Today is the centenary of the most famous distress signal in history. On 14 April 1912, during a moonless night in the middle of the Atlantic, the Titanic hit an iceberg. Soon afterwards Captain Smith ordered the First Radio Officer, Jack Phillips, to radio for help.

These were the pioneering days of wireless communication. Wireless telegraphy had only just started to be used on ships through the work of Guglielmo Marconi (who was waiting in New York to join the Titanic on the return journey). Telegraphers used morse code to send messages by tapping out letters using a series of dots (short signals) and dashes (long signals).

CQD the first distress signal

When Phillips first sent the Titanic’s distress signal he tapped out: CQD CQD CQD CQD CQD CQD. British wireless operators used CQ as a general broadcast to all stations, and since 1904, CQD as a distress signal. The letters meant calling all stations (CQ) we are in distress (D) and did not represent a message such as Come quick danger.


After little response to the CQD message, Harold Bride, the Second Radio Officer suggested they also use SOS SOS SOS. SOS had been adopted in 1908 as the international distress signal (after much debate) because the three dots, three dashes and three dots were unmistakable and could not be misinterpreted. There is a popular but incorrect belief that SOS means Save Our Ship, Save Our Souls, or Send Out Succour.

The distress signals of the Titanic were recognised but the ships that responded were not close enough to get there before she sank.
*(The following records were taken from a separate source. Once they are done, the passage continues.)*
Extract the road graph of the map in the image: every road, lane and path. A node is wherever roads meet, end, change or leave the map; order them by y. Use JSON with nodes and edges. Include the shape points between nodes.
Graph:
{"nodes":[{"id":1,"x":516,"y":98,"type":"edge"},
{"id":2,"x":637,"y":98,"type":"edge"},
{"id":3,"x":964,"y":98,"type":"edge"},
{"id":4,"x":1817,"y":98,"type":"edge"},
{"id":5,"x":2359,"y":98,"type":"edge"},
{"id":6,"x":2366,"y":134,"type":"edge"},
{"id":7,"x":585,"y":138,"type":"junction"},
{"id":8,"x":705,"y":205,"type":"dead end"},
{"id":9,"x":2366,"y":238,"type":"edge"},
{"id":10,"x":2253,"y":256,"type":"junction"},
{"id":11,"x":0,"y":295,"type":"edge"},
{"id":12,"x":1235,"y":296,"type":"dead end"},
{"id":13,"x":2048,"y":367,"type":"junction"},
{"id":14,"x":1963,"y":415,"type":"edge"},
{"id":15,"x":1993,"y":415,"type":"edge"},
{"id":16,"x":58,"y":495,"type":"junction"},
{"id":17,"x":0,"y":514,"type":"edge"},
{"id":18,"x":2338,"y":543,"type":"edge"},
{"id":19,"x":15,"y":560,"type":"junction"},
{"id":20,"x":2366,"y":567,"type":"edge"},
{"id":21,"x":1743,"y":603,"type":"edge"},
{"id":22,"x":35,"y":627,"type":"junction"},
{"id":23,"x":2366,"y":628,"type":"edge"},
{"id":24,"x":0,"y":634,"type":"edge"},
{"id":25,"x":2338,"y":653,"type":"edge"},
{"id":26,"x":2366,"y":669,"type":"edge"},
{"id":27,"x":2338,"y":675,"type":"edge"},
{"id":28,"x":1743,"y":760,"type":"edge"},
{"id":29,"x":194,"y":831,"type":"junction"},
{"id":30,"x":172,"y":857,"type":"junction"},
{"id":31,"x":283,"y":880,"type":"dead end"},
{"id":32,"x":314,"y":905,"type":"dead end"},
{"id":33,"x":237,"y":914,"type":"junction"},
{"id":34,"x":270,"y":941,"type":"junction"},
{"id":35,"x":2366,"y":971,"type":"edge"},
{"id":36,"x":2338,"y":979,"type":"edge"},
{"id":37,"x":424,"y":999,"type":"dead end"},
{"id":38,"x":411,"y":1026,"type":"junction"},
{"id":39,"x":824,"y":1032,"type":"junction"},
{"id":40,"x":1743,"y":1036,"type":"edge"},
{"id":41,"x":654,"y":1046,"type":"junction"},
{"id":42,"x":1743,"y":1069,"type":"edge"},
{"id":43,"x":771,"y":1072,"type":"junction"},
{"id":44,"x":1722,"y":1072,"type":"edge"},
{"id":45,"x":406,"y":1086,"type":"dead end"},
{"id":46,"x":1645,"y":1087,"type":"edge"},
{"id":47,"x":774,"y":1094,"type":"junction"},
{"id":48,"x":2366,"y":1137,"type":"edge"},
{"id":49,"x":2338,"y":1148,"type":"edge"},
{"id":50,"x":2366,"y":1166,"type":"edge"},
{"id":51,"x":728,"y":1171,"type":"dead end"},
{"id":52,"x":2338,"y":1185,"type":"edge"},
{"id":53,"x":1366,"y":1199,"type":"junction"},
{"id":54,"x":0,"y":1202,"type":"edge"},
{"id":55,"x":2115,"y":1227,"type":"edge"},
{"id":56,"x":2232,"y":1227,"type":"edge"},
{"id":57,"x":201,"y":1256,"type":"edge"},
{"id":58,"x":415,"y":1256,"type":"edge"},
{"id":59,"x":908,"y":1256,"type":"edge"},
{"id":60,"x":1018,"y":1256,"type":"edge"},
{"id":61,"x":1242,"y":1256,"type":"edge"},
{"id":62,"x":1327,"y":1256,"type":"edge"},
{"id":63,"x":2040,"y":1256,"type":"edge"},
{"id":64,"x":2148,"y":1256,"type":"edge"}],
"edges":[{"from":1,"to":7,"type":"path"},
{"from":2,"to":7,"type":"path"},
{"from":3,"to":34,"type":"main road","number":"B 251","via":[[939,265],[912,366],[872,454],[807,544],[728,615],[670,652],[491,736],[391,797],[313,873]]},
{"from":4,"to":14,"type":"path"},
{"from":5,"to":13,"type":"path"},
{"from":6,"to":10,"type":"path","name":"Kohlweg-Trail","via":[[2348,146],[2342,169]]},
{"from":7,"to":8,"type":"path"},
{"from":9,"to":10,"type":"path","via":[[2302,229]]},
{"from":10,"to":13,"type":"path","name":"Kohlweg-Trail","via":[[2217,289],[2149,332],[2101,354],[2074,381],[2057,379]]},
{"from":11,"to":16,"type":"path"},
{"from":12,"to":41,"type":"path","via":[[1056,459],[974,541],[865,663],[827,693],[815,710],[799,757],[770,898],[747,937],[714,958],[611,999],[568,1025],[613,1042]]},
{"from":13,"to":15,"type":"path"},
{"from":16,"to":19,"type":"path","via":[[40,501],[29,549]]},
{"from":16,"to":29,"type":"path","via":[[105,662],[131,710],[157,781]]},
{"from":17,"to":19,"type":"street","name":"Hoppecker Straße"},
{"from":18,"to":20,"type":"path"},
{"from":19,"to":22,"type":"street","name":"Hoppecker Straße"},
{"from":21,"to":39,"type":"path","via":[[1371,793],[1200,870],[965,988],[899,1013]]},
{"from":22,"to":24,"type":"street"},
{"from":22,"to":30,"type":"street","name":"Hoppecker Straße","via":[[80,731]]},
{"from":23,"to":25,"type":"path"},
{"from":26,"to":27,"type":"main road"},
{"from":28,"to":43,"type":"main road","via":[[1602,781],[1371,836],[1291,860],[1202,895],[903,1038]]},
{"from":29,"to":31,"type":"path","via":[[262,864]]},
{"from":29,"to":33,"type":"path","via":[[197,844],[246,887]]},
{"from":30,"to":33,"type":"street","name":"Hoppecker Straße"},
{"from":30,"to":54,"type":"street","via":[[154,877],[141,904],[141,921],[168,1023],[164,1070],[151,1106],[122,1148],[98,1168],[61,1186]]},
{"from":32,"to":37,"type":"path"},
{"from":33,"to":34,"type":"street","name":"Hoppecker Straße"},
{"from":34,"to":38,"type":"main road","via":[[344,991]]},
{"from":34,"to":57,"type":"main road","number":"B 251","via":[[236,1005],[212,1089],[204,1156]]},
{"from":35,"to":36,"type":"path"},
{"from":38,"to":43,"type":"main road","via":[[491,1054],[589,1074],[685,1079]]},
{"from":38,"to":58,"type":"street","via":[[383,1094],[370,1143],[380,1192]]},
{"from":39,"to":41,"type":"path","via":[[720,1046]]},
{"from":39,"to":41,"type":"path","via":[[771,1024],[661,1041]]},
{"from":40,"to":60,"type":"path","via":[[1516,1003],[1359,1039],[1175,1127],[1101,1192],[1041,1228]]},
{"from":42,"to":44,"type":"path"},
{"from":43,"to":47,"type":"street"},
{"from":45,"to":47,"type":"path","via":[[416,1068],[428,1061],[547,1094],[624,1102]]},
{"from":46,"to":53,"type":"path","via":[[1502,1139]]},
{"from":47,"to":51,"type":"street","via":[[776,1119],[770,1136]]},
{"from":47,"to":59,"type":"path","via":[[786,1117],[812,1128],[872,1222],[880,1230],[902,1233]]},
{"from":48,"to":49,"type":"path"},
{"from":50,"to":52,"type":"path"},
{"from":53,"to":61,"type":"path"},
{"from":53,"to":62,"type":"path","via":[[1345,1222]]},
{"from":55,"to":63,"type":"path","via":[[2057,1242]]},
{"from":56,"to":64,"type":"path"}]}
More than a decade later, with the development of voice transmission, a new international distress message was required. The Mayday callsign originated in 1923 when Frederick Mockford, a senior radio officer at Croydon Airport in London, was asked to think of a distress call easily understood by pilots and ground operators. Because most of the airport traffic at that time was between Croydon and Le Bourget Airport in Paris, he proposed the word Mayday from the French m’aider, a shortening of venez m’aider meaning come help me.


The distress signal pan-pan is used for an urgent situation of a lower order than a Mayday (or SOS) such as a mechanical breakdown or a medical problem. It comes from the French, panne, meaning a breakdown. Similarly to other distress signals there are constructed meanings for the word: Possible Assistance Needed or Pay Attention Now.

These distress signals, CQD, SOS, Mayday and pan-pan, have all been derived from words or codes. The constructions of phrases around them are examples of “backronyms”, reverse or backward acronyms, phrases constructed around words rather than acronyms that are words constructed from phrases.

Today (14 April 2012) we will remember the lost souls of those passengers who, despite the signals of their radio operators, were not rescued from the waters of the freezing Atlantic a century ago.